School Board sues PINAC member over 'guerrilla tactics' in record requests

ST. JOHNS COUNTY, Fla. – The St. Johns County School Board is looking into allegations that school bus drivers may not be performing necessary inspections of the buses they drive.

Several students were hurt, including one who was critically injured, in a school bus crash last month in St. Johns County.

The controversial group Photography is Not a Crime began looking into school bus inspections after that crash, photographing other buses as they left the schoolyards.

Records say the buses are being inspected each day, but the group contends that some buses it observed were not inspected. Now one member, Jeff Gray, is being sued and ordered to stay away from all St. Johns County schools.

Gray said that he filmed drivers from off the property at a St. Johns County elementary school, watching to see if the buses leaving the school were inspected before they drove off. The drivers are required to do an inspection every day and fill out a report.

Gray said he didn’t see them complete that inspection. And later he confronted the drivers, asking to see the records. Both drivers refused.

“I wanted to see if the bus drivers who have custody of the records -- that makes them legal custodians of the records -- I wanted to see if they were actually filling out the pre-trip forms, and I wanted to go to the source of where the records were stored, and that's the only way we could really know if the bus drivers were filling out the forms,” Gray said.

The school board fired back Tuesday and is now suing Gray for harassing employees by demanding public records from the wrong people.

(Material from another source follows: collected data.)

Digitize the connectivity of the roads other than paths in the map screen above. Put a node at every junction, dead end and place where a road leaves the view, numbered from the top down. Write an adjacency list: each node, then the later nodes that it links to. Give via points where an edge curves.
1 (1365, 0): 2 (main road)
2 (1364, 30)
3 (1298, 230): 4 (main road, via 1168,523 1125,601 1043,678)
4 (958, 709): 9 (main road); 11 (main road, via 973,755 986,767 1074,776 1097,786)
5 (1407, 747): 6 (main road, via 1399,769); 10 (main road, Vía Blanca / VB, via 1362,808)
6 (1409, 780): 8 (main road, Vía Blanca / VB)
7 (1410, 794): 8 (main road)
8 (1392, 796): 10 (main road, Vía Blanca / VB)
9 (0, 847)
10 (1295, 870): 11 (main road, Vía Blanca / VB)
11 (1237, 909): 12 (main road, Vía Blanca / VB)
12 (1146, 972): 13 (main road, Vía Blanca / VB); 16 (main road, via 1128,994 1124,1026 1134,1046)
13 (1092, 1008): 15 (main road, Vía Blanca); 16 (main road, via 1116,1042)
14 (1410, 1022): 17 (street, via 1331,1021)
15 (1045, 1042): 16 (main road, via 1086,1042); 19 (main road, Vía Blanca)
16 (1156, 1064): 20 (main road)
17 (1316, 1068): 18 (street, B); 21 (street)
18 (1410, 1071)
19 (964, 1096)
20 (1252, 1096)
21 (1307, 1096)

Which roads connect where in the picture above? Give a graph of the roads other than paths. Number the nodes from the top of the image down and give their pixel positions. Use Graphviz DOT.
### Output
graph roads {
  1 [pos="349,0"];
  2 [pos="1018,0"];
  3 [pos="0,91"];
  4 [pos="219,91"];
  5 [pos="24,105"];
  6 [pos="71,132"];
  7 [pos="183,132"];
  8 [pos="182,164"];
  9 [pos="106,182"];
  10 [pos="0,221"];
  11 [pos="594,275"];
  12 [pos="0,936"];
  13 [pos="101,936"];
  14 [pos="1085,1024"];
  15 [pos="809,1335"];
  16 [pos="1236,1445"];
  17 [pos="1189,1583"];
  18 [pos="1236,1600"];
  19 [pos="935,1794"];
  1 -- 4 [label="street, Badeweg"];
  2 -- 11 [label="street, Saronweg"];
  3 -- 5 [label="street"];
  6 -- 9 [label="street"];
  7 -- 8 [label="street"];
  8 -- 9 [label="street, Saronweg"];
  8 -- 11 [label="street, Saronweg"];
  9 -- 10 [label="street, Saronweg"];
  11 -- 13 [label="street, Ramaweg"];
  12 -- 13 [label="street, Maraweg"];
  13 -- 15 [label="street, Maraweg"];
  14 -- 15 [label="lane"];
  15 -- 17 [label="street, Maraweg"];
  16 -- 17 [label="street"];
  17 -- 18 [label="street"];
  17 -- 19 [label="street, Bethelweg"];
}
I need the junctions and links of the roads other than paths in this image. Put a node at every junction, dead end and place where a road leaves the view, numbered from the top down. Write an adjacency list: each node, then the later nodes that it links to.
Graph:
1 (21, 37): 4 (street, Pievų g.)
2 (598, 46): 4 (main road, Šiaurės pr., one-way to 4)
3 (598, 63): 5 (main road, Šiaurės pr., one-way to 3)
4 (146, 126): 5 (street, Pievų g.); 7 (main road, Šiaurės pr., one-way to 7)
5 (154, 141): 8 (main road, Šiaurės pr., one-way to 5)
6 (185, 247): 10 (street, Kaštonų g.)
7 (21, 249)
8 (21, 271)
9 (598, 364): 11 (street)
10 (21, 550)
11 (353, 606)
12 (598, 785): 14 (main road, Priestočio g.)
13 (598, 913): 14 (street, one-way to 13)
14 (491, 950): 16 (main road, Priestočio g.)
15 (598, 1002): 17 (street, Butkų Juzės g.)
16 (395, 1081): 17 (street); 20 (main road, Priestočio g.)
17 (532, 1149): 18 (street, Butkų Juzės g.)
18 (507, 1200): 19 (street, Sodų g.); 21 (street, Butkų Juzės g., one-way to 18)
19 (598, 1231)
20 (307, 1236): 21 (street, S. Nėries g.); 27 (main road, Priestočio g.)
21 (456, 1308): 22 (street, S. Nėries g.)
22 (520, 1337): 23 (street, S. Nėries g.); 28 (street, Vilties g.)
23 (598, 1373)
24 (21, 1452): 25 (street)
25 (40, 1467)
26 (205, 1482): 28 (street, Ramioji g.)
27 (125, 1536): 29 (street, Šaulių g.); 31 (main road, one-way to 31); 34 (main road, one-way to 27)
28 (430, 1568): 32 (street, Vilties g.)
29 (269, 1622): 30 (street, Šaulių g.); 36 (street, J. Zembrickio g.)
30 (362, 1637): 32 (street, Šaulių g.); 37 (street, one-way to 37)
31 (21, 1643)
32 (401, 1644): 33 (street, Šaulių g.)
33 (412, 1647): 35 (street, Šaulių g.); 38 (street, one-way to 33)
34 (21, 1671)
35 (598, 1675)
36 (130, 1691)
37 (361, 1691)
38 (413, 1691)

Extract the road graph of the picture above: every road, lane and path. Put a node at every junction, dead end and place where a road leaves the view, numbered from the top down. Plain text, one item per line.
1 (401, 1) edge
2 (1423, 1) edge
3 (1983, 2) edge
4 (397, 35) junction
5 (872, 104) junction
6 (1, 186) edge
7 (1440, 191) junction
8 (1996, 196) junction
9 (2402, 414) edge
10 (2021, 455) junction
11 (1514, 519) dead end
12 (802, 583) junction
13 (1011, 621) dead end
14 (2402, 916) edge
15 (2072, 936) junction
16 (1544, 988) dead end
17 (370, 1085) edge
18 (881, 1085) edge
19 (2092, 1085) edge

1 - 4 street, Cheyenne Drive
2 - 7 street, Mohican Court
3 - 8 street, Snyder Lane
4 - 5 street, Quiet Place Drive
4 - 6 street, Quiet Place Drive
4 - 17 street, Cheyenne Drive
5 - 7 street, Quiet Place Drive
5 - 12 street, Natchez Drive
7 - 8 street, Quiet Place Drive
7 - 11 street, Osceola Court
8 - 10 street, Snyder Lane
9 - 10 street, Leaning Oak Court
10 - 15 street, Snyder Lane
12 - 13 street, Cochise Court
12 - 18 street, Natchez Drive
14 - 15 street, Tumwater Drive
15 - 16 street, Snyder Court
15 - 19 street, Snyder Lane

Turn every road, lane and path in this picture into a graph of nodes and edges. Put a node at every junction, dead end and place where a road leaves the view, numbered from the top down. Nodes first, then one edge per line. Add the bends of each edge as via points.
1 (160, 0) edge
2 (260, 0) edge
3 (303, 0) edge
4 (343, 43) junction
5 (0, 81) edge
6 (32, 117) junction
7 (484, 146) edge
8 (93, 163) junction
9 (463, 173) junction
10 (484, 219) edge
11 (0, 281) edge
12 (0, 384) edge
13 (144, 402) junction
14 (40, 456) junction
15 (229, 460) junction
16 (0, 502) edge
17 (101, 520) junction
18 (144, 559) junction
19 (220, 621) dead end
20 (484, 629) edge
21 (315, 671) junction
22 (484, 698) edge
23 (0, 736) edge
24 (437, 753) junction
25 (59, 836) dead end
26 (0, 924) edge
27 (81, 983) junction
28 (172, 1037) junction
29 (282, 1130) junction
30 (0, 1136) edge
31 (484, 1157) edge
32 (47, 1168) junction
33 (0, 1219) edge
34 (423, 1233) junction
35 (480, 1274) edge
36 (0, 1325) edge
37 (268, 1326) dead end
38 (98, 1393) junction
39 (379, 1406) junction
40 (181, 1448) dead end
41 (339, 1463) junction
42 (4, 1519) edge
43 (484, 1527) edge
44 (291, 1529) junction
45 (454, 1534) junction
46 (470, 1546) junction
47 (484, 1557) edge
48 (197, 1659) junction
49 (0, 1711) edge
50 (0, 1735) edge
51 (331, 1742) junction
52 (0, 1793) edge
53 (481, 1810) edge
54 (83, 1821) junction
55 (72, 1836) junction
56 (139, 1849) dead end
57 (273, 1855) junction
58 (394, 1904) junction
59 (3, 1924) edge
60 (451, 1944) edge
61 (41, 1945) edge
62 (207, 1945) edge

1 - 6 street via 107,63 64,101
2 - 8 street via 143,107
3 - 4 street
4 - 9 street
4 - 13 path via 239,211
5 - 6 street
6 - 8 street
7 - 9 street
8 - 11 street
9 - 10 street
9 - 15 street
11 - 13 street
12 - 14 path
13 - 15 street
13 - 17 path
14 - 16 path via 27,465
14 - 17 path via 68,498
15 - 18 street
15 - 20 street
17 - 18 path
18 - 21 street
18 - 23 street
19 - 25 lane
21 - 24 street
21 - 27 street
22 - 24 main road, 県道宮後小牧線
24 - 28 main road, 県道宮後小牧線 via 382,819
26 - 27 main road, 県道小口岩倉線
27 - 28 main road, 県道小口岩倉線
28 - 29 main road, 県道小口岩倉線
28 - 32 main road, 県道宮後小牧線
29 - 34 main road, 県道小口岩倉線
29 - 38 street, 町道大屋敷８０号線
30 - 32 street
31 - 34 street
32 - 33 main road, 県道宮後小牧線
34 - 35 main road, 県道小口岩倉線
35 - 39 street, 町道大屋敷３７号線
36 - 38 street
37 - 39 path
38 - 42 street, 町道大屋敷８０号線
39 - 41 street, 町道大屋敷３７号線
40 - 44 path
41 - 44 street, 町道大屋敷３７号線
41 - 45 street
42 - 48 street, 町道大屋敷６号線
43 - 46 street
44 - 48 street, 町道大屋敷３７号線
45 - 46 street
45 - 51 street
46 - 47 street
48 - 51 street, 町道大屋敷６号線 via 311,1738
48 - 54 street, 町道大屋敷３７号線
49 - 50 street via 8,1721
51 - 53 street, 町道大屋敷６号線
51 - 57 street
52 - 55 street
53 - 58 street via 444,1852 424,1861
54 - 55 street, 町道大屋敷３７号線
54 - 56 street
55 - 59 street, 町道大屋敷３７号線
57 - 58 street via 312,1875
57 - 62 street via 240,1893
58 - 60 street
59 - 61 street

The complaint says “the school board acknowledges and respects [Gray's] right to inspect copy and photograph the district's public records. However, there is no need for [Gray's] guerrilla tactics to obtain records.”

School officials said Gray has been warned before about his approach.

“He started participating in activities that were near school grounds and disrupting employees during their normal workdays,” spokeswoman Christina Langston said. “Some employees absolutely feel threatened. They don't know who he is. He doesn't sign in as a visitor, and they are scared.”

Gray denied using intimidating tactics.

“I think my videos clearly show. (I) videotape everything that I do. I'm always polite. I am always peaceful, and I nicely asked for the records,” Gray said.

School officials said they want Gray to abide by the official rules for obtaining public records, going to the administration first and not to lower-level employees.

“If we have to go through different hoops and hurdles, by the time we get the records they could be altered or doctored or created out of thin air,” Gray said.

The school board also wants Gray to pay $15,000 in attorneys fee from a previous lawsuit he filed against them and later dropped.
 
The school board said it was not aware of the allegations about the lack of inspections when the suit was filed against Gray. Officials are now checking to see what’s happening or not happening with the buses.
 
“We were not aware of where there was any type of problem or allegations until the video was produced this morning,” Langston said.

Gray posted the video from the elementary school on YouTube.

“I think it shows they have something to hide,” Gray said.

After News4Jax interviewed Gray on Tuesday, we watched as the same two drivers he filmed got in their buses. This time, they turned on lights and revved up their engines. We didn’t see the female driver walk around the bus inspecting the outside.